I was informed by the snotty girl at Whole Foods. I went there to find rye flour as I’d planned to make rye bread (with caraway, sorry mom). Pick N Save did not have it nor did MetroMarket. I was sure that Whole Foods would have it. They have cauliflower flour and cassava flour, in case you’re in the mood to make . . . I dunno.

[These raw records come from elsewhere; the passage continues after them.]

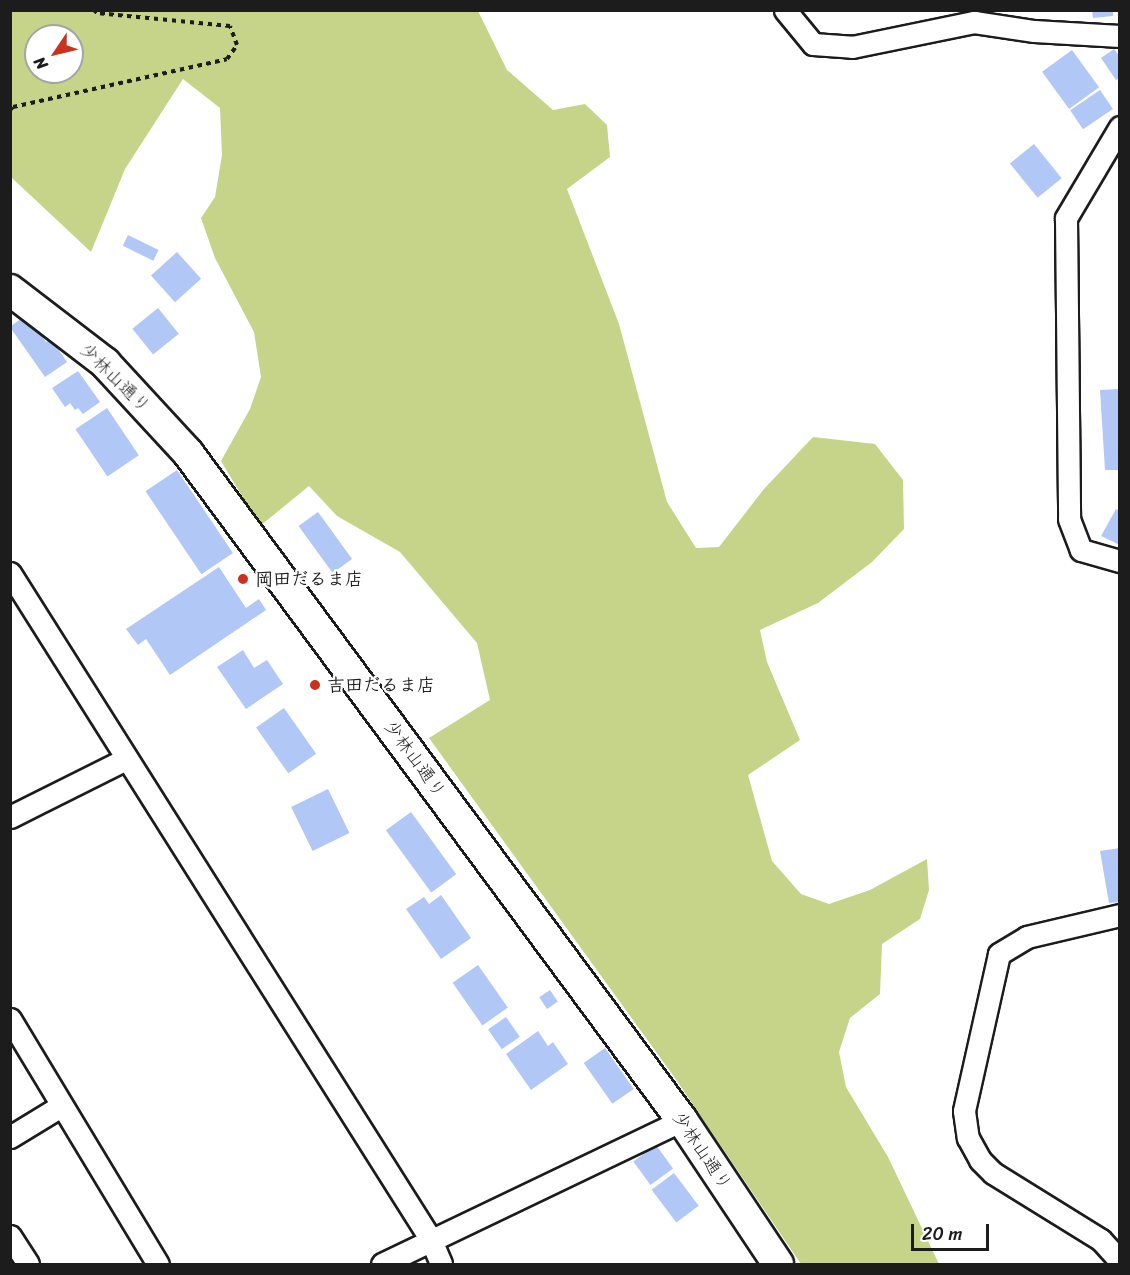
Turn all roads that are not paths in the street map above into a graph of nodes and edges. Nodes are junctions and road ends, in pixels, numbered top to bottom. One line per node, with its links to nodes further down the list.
1 (785, 10): 2 (street)
2 (1119, 36)
3 (1119, 127): 5 (street)
4 (10, 290): 12 (street, 少林山通り)
5 (1119, 561)
6 (10, 573): 7 (street)
7 (126, 759): 8 (street); 15 (street)
8 (10, 817)
9 (1119, 915): 16 (street)
10 (10, 1019): 11 (street)
11 (61, 1106): 13 (street); 18 (street)
12 (682, 1120): 15 (street); 21 (street, 少林山通り)
13 (10, 1137)
14 (10, 1236): 17 (street)
15 (431, 1240): 19 (street); 20 (street)
16 (1119, 1261)
17 (28, 1264)
18 (158, 1264)
19 (382, 1264)
20 (441, 1264)
21 (778, 1264)

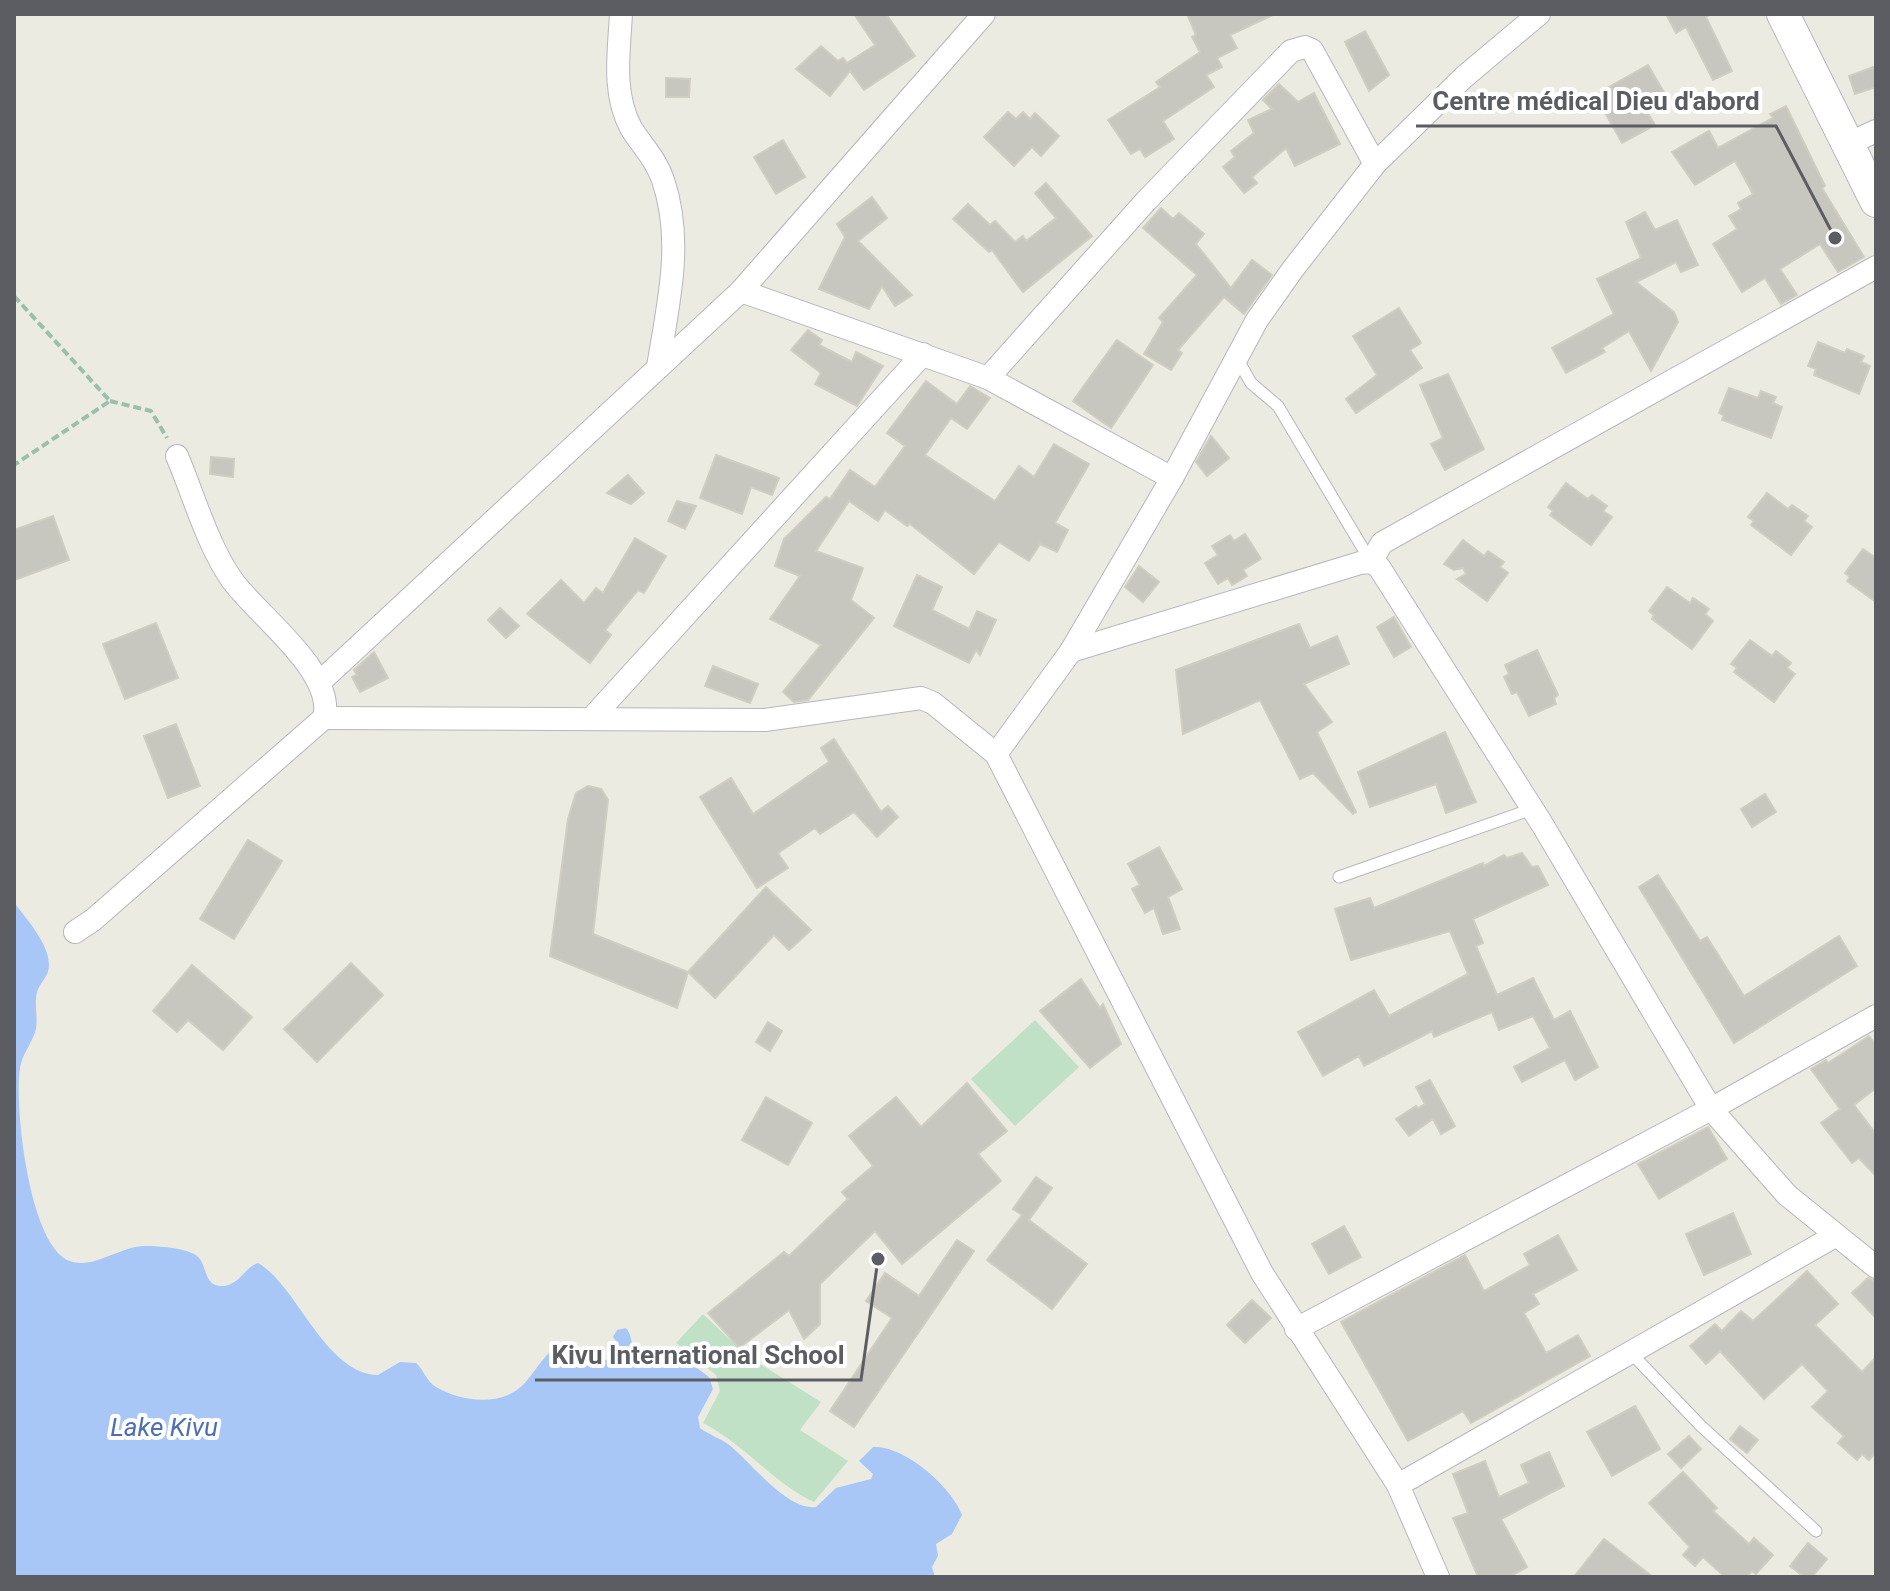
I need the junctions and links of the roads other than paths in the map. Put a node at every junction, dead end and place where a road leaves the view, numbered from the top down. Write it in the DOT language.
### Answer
graph roads {
  1 [pos="621,14"];
  2 [pos="984,14"];
  3 [pos="1539,14"];
  4 [pos="1783,14"];
  5 [pos="1862,137"];
  6 [pos="1375,164"];
  7 [pos="1876,201"];
  8 [pos="1876,267"];
  9 [pos="741,291"];
  10 [pos="923,354"];
  11 [pos="1238,360"];
  12 [pos="658,367"];
  13 [pos="988,378"];
  14 [pos="177,456"];
  15 [pos="1172,478"];
  16 [pos="1371,562"];
  17 [pos="1071,651"];
  18 [pos="321,681"];
  19 [pos="324,718"];
  20 [pos="591,719"];
  21 [pos="996,754"];
  22 [pos="1532,809"];
  23 [pos="1339,877"];
  24 [pos="75,932"];
  25 [pos="1876,1016"];
  26 [pos="1711,1109"];
  27 [pos="1835,1236"];
  28 [pos="1876,1267"];
  29 [pos="1296,1329"];
  30 [pos="1630,1352"];
  31 [pos="1398,1485"];
  32 [pos="1816,1531"];
  33 [pos="1438,1577"];
  1 -- 12 [label="street"];
  2 -- 9 [label="street"];
  3 -- 6 [label="street"];
  4 -- 5 [label="street"];
  5 -- 7 [label="street"];
  6 -- 11 [label="street"];
  6 -- 13 [label="street"];
  8 -- 16 [label="street"];
  9 -- 10 [label="street"];
  9 -- 12 [label="street"];
  10 -- 13 [label="street"];
  10 -- 20 [label="street"];
  11 -- 15 [label="street"];
  11 -- 16 [label="lane"];
  12 -- 18 [label="street"];
  13 -- 15 [label="street"];
  14 -- 18 [label="street"];
  15 -- 17 [label="street"];
  16 -- 17 [label="street"];
  16 -- 22 [label="street"];
  17 -- 21 [label="street"];
  18 -- 19 [label="street"];
  19 -- 20 [label="street"];
  19 -- 24 [label="street"];
  20 -- 21 [label="street"];
  21 -- 29 [label="street"];
  22 -- 23 [label="lane"];
  22 -- 26 [label="street"];
  25 -- 26 [label="street"];
  26 -- 27 [label="street"];
  26 -- 29 [label="street"];
  27 -- 28 [label="street"];
  27 -- 30 [label="street"];
  29 -- 31 [label="street"];
  30 -- 31 [label="street"];
  30 -- 32 [label="lane"];
  31 -- 33 [label="street"];
}
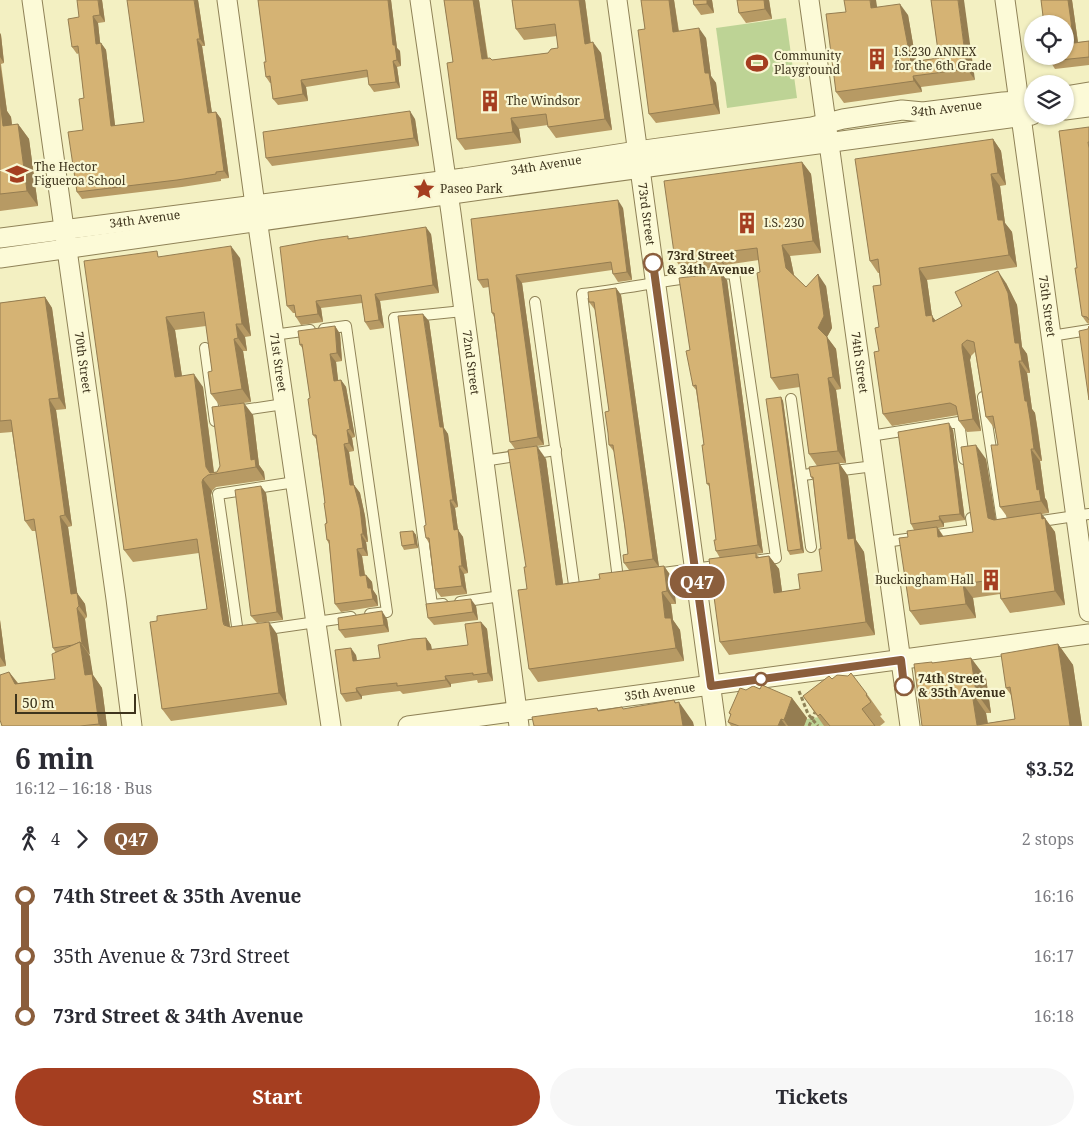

When I asked at the service counter (it was empty there was no one in the store and I’d already asked a guy stocking shelves if they had it, they do not) why they don’t stock it she told me in an extraordinarily condescending manner that baking is a big fad now. Which—what?! If it’s a fad shouldn’t they have it or are people making bread with cauliflower flour? I was tempted to answer defensively (and equally snappishly), “I’VE BEEN BAKING FOR LONGER THAN YOU’VE BEEN ALIVE.” But I did not. Being mature, I told her they have do have teff flour and chickpea flour. It seems like rye flour is more commonly used than those. (For the record their website has rye flour listed but it has to be ordered. It is not stocked—but in case you need sorghum flour, that’s in stock, FYI). She laughed and we ended on a lighter note. She could not see me sticking my tongue out behind my mask which, yes, immature, so what.
They had it at Outpost. So now I’m making rye bread. More on that tomorrow.